**Work order**
Search the records for the string "Rock". Copy each line where it occurs.

**Records supplied**
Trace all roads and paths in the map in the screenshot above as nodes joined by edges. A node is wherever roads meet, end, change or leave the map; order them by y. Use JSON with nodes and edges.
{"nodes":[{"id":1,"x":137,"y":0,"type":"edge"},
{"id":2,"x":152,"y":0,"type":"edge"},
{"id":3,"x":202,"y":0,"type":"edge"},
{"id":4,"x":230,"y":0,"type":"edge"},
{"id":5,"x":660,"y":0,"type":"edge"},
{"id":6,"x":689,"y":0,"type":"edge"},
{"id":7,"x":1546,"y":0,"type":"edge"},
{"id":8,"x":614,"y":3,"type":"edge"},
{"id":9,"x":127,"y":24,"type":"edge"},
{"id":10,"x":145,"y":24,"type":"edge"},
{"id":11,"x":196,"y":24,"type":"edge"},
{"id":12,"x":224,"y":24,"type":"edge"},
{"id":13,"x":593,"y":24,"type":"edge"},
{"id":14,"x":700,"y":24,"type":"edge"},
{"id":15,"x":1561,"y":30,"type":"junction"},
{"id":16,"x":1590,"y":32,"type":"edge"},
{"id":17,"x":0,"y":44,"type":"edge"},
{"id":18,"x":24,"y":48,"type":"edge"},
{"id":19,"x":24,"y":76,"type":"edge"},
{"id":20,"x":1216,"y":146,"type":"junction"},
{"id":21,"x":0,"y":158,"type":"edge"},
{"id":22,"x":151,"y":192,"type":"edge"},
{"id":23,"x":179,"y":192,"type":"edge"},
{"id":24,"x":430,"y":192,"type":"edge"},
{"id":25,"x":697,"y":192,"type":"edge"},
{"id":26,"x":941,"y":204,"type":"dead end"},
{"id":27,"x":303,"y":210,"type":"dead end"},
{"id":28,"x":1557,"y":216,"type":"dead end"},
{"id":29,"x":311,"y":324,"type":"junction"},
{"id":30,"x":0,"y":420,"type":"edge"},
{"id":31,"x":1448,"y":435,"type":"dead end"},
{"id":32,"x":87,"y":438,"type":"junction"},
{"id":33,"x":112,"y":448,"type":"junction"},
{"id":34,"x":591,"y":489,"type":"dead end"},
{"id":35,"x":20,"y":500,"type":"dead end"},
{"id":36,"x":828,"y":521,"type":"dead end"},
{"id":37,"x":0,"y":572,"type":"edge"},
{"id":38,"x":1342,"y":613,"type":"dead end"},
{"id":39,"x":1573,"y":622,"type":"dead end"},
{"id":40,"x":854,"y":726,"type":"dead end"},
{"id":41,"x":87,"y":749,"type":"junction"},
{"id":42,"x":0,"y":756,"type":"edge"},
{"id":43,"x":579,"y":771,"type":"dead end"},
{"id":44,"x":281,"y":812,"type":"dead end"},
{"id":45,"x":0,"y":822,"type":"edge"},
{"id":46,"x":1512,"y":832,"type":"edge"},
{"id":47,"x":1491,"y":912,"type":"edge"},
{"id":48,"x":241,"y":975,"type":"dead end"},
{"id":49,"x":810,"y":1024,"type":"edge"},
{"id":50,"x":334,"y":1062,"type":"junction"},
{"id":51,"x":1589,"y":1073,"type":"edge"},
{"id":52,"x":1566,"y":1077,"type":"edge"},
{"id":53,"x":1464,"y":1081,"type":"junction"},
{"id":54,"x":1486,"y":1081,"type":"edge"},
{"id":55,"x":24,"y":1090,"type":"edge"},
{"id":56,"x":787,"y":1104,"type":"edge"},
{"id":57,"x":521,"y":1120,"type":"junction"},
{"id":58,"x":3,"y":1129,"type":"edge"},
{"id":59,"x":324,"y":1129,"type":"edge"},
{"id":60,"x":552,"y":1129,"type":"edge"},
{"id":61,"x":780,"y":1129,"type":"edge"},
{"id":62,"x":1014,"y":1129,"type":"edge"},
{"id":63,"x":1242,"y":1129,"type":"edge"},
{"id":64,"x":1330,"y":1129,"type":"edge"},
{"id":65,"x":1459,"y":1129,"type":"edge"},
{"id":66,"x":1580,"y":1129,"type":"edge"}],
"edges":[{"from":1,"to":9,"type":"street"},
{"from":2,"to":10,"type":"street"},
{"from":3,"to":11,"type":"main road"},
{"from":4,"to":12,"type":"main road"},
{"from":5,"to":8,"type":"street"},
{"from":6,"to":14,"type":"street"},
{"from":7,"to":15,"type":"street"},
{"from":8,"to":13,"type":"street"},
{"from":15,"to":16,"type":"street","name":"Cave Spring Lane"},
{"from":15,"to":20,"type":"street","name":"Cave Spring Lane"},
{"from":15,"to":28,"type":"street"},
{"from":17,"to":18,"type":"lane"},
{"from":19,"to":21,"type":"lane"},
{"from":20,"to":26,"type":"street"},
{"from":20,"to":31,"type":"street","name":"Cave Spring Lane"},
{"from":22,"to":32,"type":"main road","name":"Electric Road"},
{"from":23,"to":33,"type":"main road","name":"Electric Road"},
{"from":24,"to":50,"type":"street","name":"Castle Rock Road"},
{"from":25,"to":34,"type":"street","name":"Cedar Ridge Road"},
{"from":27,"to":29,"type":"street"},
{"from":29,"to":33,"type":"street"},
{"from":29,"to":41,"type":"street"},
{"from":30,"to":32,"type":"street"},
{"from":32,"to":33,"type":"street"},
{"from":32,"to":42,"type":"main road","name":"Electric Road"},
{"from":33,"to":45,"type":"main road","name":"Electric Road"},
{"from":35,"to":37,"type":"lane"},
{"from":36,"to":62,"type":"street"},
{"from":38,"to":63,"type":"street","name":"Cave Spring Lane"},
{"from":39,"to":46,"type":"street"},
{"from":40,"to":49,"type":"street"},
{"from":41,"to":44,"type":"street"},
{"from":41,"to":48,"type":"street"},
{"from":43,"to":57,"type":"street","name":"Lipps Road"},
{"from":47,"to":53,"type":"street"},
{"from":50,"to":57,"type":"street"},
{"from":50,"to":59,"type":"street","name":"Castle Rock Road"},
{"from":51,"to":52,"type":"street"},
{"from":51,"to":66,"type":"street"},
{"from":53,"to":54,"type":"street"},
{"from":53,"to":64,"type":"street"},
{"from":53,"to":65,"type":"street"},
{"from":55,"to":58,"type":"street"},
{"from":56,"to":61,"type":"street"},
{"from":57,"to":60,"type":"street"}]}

**Result of this task**
{"from":24,"to":50,"type":"street","name":"Castle Rock Road"},
{"from":50,"to":59,"type":"street","name":"Castle Rock Road"},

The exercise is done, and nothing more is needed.